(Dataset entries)
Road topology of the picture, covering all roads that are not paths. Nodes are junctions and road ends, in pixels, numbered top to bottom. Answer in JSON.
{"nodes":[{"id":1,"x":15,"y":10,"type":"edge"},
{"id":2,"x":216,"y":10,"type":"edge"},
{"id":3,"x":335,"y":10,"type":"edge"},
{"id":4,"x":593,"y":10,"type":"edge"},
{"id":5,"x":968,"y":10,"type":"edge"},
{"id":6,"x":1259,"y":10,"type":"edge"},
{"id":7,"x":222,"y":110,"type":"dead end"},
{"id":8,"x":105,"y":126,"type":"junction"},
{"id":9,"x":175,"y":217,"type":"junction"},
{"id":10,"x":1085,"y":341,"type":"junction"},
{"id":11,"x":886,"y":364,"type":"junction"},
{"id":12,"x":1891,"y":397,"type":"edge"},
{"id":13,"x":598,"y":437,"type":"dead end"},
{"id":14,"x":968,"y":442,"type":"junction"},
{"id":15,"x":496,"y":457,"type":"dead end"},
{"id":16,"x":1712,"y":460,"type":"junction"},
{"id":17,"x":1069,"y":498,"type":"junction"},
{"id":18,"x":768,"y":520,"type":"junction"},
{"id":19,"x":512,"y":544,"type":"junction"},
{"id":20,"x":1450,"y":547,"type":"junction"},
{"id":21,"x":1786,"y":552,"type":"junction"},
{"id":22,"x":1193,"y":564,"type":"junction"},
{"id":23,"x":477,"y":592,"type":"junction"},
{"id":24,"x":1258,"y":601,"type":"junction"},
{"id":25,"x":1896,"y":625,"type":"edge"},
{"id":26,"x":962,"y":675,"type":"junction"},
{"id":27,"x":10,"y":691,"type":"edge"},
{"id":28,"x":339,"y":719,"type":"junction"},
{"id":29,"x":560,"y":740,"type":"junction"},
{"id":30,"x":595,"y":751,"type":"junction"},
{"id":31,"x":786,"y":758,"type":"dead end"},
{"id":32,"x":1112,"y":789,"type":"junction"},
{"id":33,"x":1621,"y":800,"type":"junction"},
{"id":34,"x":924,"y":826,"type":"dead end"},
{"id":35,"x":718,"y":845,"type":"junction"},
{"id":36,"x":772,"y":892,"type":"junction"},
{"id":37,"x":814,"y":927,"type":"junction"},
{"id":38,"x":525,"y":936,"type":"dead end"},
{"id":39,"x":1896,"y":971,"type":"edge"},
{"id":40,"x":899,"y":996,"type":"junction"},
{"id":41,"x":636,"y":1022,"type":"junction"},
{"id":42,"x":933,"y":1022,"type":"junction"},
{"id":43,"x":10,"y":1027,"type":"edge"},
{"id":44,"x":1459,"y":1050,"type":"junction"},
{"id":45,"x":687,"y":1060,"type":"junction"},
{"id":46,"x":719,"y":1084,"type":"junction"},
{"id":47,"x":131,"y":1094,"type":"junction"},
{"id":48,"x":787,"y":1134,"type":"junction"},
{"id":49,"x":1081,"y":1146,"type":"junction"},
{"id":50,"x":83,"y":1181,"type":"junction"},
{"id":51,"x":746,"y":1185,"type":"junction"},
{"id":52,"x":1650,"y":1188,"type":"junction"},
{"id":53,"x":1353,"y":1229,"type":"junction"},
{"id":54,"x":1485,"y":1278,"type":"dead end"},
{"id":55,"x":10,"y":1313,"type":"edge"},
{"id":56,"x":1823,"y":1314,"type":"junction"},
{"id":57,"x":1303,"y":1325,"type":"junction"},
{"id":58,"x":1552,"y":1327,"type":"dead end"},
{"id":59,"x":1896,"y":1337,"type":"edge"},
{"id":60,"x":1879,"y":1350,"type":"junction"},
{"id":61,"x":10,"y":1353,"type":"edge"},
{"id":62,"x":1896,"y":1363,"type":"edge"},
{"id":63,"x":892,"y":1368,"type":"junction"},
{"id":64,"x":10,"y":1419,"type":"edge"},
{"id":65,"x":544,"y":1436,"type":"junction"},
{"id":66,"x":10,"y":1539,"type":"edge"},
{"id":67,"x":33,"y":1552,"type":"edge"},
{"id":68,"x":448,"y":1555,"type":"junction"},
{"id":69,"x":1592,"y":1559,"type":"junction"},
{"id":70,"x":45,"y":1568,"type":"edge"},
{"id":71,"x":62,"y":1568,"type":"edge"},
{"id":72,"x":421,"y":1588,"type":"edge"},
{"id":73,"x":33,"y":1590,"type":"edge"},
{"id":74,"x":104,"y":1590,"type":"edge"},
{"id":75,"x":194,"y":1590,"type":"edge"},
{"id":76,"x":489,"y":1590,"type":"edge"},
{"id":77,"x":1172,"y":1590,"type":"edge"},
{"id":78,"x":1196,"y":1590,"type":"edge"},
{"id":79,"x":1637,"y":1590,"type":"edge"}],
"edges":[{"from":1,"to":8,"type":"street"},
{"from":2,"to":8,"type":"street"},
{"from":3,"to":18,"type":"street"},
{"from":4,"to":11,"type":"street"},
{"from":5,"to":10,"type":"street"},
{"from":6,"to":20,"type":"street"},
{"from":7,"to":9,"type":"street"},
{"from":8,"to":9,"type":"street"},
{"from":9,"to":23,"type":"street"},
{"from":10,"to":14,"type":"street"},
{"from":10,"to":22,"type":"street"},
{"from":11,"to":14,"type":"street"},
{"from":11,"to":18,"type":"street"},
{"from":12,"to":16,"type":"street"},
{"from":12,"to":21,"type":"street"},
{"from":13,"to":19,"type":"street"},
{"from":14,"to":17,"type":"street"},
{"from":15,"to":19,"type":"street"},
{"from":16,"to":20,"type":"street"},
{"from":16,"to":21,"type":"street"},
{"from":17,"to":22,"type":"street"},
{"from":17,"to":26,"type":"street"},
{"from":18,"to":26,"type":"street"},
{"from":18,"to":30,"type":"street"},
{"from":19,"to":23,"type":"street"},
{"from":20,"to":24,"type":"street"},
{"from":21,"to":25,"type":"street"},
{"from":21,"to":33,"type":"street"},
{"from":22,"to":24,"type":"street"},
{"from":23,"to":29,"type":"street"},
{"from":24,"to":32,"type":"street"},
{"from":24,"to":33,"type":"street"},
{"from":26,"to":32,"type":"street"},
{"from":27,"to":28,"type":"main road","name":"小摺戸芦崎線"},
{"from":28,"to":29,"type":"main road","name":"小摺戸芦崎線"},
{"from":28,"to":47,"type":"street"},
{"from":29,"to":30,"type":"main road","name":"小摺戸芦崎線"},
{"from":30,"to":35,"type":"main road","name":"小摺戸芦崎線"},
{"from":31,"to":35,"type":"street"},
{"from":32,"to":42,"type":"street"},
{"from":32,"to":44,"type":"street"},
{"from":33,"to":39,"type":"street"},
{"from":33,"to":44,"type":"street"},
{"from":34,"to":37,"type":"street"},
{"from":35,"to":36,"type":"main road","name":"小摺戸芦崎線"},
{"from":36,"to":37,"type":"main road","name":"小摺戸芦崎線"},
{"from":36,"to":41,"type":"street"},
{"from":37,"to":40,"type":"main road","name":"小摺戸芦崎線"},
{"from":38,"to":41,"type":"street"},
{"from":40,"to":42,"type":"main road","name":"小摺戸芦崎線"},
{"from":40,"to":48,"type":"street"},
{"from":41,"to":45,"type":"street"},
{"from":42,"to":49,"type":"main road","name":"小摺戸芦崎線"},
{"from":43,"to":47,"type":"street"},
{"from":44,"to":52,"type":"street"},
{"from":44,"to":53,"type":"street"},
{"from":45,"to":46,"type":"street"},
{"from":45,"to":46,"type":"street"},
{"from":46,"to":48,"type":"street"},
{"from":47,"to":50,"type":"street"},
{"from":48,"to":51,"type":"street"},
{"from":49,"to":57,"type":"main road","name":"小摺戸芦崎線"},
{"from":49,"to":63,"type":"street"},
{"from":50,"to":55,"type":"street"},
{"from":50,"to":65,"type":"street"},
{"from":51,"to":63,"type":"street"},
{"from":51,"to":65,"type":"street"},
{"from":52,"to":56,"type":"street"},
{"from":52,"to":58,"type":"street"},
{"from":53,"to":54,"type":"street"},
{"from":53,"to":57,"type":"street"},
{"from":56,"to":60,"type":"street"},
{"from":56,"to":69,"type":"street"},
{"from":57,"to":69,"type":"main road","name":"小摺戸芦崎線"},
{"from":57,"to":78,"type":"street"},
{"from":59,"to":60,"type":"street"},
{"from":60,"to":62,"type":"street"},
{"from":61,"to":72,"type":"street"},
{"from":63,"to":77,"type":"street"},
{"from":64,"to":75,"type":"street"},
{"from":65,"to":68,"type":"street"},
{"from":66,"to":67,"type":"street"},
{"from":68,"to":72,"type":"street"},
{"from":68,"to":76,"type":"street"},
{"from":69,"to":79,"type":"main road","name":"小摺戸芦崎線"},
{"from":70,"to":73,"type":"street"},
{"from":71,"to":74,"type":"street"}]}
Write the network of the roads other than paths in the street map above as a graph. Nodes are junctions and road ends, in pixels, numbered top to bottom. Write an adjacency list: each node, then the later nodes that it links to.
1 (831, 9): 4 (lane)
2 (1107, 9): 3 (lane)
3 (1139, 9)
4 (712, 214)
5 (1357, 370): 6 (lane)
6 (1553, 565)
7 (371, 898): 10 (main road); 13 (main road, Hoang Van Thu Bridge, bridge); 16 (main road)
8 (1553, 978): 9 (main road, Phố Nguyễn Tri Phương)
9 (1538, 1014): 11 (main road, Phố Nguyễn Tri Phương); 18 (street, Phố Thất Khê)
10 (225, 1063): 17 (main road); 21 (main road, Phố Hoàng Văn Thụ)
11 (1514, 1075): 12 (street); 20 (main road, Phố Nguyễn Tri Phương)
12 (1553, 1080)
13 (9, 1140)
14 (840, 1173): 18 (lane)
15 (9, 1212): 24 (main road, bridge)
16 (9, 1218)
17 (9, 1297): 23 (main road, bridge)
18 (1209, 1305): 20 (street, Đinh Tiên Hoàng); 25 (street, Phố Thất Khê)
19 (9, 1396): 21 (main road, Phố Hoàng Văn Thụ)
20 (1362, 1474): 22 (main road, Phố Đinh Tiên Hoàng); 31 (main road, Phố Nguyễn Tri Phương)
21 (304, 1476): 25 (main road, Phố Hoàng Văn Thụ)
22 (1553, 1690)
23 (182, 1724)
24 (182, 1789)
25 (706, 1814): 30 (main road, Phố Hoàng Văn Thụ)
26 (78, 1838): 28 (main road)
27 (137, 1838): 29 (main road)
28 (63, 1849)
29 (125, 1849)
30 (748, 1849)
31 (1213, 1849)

* EXERCISE REQUIREMENTS: Only the lines from the one containing "Write the network" through the last line of the entries above should be copied, exactly as written.

* SOLUTION:
Write the network of the roads other than paths in the street map above as a graph. Nodes are junctions and road ends, in pixels, numbered top to bottom. Write an adjacency list: each node, then the later nodes that it links to.
1 (831, 9): 4 (lane)
2 (1107, 9): 3 (lane)
3 (1139, 9)
4 (712, 214)
5 (1357, 370): 6 (lane)
6 (1553, 565)
7 (371, 898): 10 (main road); 13 (main road, Hoang Van Thu Bridge, bridge); 16 (main road)
8 (1553, 978): 9 (main road, Phố Nguyễn Tri Phương)
9 (1538, 1014): 11 (main road, Phố Nguyễn Tri Phương); 18 (street, Phố Thất Khê)
10 (225, 1063): 17 (main road); 21 (main road, Phố Hoàng Văn Thụ)
11 (1514, 1075): 12 (street); 20 (main road, Phố Nguyễn Tri Phương)
12 (1553, 1080)
13 (9, 1140)
14 (840, 1173): 18 (lane)
15 (9, 1212): 24 (main road, bridge)
16 (9, 1218)
17 (9, 1297): 23 (main road, bridge)
18 (1209, 1305): 20 (street, Đinh Tiên Hoàng); 25 (street, Phố Thất Khê)
19 (9, 1396): 21 (main road, Phố Hoàng Văn Thụ)
20 (1362, 1474): 22 (main road, Phố Đinh Tiên Hoàng); 31 (main road, Phố Nguyễn Tri Phương)
21 (304, 1476): 25 (main road, Phố Hoàng Văn Thụ)
22 (1553, 1690)
23 (182, 1724)
24 (182, 1789)
25 (706, 1814): 30 (main road, Phố Hoàng Văn Thụ)
26 (78, 1838): 28 (main road)
27 (137, 1838): 29 (main road)
28 (63, 1849)
29 (125, 1849)
30 (748, 1849)
31 (1213, 1849)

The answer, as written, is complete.